EXTRACTED RECORDS Block Start
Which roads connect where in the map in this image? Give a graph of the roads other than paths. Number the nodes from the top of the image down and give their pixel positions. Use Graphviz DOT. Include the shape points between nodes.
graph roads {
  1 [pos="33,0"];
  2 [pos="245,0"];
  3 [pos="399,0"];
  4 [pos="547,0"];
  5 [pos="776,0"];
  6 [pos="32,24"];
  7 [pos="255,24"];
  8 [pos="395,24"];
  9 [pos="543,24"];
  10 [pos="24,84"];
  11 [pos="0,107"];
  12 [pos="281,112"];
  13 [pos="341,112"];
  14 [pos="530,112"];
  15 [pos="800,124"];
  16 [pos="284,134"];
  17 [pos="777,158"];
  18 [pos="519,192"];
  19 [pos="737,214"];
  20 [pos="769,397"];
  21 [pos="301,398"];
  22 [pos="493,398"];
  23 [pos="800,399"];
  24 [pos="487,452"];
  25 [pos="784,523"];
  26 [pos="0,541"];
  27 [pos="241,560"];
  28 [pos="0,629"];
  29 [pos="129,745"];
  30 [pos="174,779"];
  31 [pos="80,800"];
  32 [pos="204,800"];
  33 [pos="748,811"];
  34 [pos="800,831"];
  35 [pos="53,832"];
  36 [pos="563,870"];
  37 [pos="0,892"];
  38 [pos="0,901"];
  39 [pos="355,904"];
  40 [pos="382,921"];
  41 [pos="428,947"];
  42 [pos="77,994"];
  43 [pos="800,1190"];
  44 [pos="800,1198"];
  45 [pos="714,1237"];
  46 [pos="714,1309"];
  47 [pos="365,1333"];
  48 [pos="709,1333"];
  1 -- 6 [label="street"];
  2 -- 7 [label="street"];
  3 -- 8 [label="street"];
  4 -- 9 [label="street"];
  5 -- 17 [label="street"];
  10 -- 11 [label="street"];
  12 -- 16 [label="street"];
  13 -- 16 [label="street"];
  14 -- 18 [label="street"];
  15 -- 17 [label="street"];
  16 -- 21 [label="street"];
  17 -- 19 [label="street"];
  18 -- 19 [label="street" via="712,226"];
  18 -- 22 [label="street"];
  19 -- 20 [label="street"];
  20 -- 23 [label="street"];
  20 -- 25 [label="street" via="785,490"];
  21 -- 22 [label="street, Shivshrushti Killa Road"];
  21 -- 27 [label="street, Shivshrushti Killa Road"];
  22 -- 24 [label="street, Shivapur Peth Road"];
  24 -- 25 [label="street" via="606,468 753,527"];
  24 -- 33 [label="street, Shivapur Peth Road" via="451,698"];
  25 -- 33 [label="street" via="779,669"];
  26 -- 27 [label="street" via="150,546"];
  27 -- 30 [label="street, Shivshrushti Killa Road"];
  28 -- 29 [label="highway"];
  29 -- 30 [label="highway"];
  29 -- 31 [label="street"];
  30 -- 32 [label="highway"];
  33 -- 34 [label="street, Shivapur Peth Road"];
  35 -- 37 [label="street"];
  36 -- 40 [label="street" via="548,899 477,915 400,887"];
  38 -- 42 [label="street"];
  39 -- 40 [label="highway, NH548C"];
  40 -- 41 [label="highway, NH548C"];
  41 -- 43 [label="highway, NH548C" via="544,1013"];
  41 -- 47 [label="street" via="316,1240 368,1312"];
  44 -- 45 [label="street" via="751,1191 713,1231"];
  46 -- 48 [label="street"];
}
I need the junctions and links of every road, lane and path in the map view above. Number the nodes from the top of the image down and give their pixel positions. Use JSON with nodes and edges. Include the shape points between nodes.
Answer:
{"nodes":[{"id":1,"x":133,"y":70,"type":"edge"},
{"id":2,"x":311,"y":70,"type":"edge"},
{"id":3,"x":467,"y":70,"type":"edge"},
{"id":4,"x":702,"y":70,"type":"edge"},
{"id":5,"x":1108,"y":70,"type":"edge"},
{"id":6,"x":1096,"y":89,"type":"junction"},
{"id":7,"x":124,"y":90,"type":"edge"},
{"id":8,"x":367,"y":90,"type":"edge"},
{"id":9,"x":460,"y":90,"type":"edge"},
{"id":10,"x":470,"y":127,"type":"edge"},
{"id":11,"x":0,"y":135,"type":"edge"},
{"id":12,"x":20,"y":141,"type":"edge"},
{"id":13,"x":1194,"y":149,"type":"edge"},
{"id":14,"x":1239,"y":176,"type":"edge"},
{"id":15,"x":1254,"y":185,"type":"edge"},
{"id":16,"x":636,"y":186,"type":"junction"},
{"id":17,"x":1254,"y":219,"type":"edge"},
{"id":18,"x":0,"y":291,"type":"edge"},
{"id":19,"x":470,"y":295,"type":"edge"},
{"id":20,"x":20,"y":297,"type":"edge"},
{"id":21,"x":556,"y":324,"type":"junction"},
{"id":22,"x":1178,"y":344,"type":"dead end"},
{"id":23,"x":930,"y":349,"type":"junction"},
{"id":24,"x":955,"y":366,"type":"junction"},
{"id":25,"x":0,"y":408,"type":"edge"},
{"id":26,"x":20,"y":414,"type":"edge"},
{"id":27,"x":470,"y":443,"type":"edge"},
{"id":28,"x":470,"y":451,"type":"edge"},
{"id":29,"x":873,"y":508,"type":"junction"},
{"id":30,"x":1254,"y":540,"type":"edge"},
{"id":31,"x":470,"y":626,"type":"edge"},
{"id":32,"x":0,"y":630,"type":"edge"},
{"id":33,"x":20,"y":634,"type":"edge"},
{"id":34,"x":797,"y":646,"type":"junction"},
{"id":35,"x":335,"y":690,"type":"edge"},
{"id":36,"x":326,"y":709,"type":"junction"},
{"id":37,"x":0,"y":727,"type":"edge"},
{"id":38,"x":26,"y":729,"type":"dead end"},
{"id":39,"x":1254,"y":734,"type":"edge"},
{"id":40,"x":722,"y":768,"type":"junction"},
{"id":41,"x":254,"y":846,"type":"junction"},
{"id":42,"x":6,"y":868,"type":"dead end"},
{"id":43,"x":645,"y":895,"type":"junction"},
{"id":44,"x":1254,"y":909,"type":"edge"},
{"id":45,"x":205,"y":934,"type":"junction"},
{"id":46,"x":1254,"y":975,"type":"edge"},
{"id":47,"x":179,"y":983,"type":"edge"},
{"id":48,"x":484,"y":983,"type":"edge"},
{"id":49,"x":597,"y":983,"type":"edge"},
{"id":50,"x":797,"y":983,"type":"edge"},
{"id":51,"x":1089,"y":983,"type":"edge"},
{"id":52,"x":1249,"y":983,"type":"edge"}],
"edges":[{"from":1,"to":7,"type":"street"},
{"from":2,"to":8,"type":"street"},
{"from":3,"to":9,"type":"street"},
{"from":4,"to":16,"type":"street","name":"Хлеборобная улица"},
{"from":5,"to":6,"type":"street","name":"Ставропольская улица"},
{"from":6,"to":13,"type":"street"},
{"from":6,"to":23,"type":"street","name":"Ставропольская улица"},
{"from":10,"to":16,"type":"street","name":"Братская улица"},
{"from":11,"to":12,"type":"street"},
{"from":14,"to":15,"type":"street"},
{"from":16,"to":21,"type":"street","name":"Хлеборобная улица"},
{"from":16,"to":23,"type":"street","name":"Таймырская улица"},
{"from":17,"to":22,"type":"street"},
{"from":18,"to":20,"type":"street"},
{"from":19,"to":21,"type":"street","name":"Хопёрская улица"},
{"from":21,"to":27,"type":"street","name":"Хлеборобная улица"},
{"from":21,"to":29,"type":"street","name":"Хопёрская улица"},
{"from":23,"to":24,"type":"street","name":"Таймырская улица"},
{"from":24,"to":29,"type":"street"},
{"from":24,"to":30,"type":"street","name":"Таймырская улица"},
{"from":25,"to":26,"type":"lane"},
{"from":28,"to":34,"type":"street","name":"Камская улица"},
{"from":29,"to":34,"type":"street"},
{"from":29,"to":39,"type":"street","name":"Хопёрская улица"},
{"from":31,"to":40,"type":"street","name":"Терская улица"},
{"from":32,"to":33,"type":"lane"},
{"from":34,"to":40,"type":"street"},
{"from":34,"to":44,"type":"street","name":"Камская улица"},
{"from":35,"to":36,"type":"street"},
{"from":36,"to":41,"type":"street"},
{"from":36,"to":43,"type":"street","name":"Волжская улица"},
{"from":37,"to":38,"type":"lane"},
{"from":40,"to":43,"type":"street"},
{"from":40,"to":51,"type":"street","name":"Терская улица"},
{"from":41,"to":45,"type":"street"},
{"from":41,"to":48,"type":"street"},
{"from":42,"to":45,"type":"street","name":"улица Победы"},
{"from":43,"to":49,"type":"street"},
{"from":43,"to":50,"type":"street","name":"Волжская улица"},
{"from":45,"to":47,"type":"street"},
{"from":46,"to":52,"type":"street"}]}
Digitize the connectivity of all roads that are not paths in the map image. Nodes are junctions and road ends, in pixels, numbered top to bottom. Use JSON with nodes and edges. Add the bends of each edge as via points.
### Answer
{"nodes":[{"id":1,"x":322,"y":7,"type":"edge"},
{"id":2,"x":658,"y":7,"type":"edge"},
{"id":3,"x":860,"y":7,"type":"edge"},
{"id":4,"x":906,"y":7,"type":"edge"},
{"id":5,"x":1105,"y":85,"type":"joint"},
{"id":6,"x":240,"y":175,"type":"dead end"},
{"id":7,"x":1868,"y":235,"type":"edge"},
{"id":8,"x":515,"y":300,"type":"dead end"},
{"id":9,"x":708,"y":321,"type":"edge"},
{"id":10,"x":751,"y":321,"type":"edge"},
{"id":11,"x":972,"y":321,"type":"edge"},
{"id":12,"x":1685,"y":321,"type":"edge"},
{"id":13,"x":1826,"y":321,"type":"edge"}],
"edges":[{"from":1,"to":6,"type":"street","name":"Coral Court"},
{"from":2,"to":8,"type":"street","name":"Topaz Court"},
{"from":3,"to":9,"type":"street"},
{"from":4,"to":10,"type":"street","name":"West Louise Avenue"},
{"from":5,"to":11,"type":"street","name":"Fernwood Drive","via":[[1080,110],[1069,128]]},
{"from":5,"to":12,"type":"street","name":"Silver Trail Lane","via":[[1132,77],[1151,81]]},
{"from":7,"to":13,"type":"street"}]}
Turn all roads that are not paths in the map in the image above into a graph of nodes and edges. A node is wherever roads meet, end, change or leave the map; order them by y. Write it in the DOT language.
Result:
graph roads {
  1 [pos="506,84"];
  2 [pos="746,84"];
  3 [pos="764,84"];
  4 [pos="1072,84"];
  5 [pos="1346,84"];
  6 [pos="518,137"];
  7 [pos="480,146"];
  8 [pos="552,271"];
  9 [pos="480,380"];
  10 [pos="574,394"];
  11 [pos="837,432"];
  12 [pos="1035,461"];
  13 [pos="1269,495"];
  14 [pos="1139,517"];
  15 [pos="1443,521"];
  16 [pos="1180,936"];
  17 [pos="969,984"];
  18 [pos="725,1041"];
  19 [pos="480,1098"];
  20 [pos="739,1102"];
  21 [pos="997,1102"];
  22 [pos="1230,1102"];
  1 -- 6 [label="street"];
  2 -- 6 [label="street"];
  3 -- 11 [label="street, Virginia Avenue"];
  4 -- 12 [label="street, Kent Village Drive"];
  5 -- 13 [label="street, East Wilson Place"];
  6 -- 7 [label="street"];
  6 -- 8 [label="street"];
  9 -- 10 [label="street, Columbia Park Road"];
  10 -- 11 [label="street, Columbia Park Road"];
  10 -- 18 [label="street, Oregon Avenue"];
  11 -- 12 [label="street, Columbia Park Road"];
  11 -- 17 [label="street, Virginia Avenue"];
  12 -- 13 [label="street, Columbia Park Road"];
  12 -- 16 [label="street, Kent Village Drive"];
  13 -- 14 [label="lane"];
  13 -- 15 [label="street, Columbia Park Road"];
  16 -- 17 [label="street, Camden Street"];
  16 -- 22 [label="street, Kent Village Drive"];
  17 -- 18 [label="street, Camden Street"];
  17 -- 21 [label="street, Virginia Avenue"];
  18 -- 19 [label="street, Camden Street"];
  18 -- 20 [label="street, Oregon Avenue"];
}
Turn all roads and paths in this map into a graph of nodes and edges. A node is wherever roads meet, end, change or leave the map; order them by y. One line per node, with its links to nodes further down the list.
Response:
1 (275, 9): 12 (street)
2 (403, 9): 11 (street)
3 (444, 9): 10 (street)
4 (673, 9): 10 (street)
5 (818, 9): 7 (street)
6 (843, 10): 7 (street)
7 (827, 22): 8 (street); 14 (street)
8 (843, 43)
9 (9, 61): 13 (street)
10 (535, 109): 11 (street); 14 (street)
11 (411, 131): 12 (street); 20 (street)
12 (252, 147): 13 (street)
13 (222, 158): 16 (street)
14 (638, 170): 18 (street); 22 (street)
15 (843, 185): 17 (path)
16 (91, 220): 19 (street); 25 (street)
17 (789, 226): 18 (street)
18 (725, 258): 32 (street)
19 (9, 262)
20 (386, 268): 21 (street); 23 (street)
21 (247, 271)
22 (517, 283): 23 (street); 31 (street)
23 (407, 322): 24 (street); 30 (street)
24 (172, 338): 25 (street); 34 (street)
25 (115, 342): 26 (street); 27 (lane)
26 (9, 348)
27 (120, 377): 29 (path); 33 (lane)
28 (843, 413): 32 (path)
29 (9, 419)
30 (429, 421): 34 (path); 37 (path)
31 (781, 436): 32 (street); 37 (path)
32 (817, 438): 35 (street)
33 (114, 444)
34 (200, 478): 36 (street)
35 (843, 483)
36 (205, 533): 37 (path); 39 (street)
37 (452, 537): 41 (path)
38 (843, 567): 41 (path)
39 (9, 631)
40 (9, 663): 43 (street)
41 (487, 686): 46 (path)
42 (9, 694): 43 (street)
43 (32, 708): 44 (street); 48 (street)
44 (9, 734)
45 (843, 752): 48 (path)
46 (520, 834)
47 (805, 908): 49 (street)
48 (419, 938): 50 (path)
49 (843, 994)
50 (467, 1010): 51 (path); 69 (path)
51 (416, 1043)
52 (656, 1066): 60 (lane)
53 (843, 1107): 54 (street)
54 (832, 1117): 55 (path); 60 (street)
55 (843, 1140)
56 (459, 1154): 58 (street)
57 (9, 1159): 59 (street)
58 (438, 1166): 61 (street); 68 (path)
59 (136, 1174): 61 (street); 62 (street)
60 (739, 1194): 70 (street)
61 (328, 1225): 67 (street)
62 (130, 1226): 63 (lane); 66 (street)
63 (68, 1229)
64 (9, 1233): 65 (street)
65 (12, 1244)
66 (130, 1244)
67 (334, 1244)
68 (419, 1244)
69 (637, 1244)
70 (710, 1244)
EXTRACTED RECORDS Block End
* TASK TO COMPLETE
Identify and extract each line of the listing that contains "Drive".

* OUTPUT BELOW
{"from":5,"to":11,"type":"street","name":"Fernwood Drive","via":[[1080,110],[1069,128]]},
  4 -- 12 [label="street, Kent Village Drive"];
  12 -- 16 [label="street, Kent Village Drive"];
  16 -- 22 [label="street, Kent Village Drive"];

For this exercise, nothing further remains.